§ **What is being asked**
The data below is to be retyped exactly, line by line.
╔══
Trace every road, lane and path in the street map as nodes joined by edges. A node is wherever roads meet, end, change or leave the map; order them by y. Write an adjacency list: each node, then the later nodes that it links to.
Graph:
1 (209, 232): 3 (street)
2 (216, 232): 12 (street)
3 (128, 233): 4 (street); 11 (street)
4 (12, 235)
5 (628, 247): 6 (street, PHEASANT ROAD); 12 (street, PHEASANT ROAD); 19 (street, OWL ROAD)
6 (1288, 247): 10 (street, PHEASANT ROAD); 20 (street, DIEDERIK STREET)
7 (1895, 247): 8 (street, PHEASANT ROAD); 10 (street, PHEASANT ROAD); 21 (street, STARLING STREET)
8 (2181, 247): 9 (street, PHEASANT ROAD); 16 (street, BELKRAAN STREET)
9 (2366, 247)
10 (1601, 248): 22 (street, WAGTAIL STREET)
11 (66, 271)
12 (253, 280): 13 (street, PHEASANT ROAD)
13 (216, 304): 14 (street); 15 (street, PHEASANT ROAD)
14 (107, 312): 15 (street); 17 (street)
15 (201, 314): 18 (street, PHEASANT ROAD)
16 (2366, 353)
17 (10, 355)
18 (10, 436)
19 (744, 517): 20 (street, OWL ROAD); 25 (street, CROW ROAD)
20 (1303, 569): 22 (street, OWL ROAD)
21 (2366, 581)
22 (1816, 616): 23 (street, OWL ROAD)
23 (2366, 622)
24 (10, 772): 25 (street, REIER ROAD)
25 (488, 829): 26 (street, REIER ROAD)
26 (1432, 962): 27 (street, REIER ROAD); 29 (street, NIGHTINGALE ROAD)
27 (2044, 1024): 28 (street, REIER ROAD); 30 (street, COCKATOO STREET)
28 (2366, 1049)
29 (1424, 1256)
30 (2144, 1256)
╚══
§ **Answer to the exercise**
Trace every road, lane and path in the street map as nodes joined by edges. A node is wherever roads meet, end, change or leave the map; order them by y. Write an adjacency list: each node, then the later nodes that it links to.
Graph:
1 (209, 232): 3 (street)
2 (216, 232): 12 (street)
3 (128, 233): 4 (street); 11 (street)
4 (12, 235)
5 (628, 247): 6 (street, PHEASANT ROAD); 12 (street, PHEASANT ROAD); 19 (street, OWL ROAD)
6 (1288, 247): 10 (street, PHEASANT ROAD); 20 (street, DIEDERIK STREET)
7 (1895, 247): 8 (street, PHEASANT ROAD); 10 (street, PHEASANT ROAD); 21 (street, STARLING STREET)
8 (2181, 247): 9 (street, PHEASANT ROAD); 16 (street, BELKRAAN STREET)
9 (2366, 247)
10 (1601, 248): 22 (street, WAGTAIL STREET)
11 (66, 271)
12 (253, 280): 13 (street, PHEASANT ROAD)
13 (216, 304): 14 (street); 15 (street, PHEASANT ROAD)
14 (107, 312): 15 (street); 17 (street)
15 (201, 314): 18 (street, PHEASANT ROAD)
16 (2366, 353)
17 (10, 355)
18 (10, 436)
19 (744, 517): 20 (street, OWL ROAD); 25 (street, CROW ROAD)
20 (1303, 569): 22 (street, OWL ROAD)
21 (2366, 581)
22 (1816, 616): 23 (street, OWL ROAD)
23 (2366, 622)
24 (10, 772): 25 (street, REIER ROAD)
25 (488, 829): 26 (street, REIER ROAD)
26 (1432, 962): 27 (street, REIER ROAD); 29 (street, NIGHTINGALE ROAD)
27 (2044, 1024): 28 (street, REIER ROAD); 30 (street, COCKATOO STREET)
28 (2366, 1049)
29 (1424, 1256)
30 (2144, 1256)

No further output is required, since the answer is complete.